**Work to be completed**
Every line of the entries below that includes "paths" belongs in the answer, copied as written.

**Provided data**

○ ○ ○

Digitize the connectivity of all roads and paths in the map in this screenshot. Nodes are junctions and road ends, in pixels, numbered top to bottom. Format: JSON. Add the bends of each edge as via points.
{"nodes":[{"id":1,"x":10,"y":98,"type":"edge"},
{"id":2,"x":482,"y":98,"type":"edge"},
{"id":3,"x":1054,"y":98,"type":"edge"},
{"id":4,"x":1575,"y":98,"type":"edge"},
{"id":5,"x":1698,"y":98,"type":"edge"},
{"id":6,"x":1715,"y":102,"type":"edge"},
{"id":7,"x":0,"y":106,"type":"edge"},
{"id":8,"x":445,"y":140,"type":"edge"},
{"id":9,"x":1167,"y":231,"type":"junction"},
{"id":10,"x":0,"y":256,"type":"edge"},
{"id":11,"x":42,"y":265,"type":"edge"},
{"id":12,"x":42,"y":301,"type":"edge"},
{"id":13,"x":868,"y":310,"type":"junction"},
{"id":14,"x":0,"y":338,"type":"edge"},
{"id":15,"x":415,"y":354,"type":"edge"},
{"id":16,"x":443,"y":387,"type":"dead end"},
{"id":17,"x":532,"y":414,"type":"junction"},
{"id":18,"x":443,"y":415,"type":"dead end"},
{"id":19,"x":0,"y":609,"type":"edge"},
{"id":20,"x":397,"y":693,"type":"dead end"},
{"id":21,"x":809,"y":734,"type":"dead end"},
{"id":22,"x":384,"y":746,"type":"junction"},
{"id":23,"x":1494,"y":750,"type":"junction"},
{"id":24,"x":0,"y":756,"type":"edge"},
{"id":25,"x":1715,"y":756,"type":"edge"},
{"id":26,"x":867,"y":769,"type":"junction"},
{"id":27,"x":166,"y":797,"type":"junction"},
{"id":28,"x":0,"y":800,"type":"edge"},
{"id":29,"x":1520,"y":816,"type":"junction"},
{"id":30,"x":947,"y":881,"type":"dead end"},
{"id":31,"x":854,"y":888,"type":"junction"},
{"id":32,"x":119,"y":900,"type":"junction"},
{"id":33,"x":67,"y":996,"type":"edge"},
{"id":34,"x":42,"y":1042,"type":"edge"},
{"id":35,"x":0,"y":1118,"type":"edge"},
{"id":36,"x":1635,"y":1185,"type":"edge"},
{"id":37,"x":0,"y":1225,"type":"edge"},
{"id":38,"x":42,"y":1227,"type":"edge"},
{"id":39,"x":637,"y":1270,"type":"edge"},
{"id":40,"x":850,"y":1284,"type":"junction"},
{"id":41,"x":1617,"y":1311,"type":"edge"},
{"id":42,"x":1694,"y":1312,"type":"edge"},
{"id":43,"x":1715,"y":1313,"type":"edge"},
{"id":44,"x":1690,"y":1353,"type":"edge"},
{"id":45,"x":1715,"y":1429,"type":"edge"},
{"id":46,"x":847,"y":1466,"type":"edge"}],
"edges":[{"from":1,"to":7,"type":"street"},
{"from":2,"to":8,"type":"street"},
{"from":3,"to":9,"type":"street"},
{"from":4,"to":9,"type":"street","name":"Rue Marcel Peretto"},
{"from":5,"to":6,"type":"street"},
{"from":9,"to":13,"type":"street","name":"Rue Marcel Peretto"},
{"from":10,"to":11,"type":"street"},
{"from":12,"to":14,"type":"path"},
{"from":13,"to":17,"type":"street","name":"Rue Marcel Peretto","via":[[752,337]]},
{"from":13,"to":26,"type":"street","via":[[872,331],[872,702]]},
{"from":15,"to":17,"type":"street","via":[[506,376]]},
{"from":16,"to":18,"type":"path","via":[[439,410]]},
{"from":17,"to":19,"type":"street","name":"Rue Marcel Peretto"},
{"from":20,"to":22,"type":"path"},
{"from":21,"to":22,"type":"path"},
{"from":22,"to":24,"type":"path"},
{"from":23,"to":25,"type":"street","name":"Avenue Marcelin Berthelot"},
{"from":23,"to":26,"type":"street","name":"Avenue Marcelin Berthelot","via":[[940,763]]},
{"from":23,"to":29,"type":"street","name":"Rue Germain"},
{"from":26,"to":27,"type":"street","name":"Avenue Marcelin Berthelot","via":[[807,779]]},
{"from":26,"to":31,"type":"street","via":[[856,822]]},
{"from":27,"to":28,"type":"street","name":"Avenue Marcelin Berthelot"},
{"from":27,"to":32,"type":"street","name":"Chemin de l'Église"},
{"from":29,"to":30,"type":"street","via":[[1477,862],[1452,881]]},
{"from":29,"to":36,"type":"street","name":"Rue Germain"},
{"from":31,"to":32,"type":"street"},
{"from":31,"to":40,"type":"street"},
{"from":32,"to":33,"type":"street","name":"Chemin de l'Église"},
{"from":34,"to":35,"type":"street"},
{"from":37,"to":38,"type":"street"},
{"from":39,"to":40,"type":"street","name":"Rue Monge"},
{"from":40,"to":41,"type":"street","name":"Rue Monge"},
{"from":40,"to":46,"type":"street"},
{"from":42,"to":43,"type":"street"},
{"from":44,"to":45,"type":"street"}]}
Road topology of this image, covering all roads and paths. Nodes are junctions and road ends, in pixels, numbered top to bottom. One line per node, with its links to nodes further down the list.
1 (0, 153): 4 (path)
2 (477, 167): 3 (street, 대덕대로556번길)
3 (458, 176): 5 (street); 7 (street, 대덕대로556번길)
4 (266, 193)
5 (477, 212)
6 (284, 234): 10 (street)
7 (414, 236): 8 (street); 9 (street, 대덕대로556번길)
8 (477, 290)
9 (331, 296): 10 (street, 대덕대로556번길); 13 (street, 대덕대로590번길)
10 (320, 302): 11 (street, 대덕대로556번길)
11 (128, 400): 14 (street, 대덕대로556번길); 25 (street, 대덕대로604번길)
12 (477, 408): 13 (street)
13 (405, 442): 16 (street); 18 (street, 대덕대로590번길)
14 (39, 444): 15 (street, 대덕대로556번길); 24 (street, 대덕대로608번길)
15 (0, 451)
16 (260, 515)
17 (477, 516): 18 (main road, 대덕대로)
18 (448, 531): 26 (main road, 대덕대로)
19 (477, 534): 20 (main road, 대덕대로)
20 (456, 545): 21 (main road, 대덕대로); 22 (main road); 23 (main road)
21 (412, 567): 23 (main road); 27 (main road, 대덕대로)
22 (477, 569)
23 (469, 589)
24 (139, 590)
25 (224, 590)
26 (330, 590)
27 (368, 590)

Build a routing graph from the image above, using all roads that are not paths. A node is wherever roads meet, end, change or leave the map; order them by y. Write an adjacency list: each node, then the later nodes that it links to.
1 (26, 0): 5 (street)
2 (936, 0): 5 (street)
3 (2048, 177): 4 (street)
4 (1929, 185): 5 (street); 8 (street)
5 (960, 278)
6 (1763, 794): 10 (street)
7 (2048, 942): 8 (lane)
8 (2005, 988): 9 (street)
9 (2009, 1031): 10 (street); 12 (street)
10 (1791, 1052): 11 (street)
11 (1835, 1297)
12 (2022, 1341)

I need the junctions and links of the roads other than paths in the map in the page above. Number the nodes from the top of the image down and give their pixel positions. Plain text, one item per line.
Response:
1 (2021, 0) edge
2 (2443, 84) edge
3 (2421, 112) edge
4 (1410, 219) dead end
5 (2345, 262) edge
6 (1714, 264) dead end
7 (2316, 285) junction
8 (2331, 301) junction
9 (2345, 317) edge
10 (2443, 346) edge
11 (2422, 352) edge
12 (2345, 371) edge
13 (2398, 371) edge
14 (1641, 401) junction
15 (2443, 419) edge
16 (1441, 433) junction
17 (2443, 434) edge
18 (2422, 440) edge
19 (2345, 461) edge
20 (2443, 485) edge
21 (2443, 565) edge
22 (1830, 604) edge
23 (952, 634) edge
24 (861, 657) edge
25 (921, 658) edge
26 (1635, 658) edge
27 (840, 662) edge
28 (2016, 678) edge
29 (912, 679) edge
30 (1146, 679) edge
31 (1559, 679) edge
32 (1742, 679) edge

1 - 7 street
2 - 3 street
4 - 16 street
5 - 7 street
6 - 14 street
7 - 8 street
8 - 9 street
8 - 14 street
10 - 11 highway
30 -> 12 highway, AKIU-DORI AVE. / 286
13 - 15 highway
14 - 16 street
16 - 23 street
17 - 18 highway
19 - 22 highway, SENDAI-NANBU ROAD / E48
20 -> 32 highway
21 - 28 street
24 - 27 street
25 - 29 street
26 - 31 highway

○ ○ ○

**The completed task**
Digitize the connectivity of all roads and paths in the map in this screenshot. Nodes are junctions and road ends, in pixels, numbered top to bottom. Format: JSON. Add the bends of each edge as via points.
Road topology of this image, covering all roads and paths. Nodes are junctions and road ends, in pixels, numbered top to bottom. One line per node, with its links to nodes further down the list.
Build a routing graph from the image above, using all roads that are not paths. A node is wherever roads meet, end, change or leave the map; order them by y. Write an adjacency list: each node, then the later nodes that it links to.
I need the junctions and links of the roads other than paths in the map in the page above. Number the nodes from the top of the image down and give their pixel positions. Plain text, one item per line.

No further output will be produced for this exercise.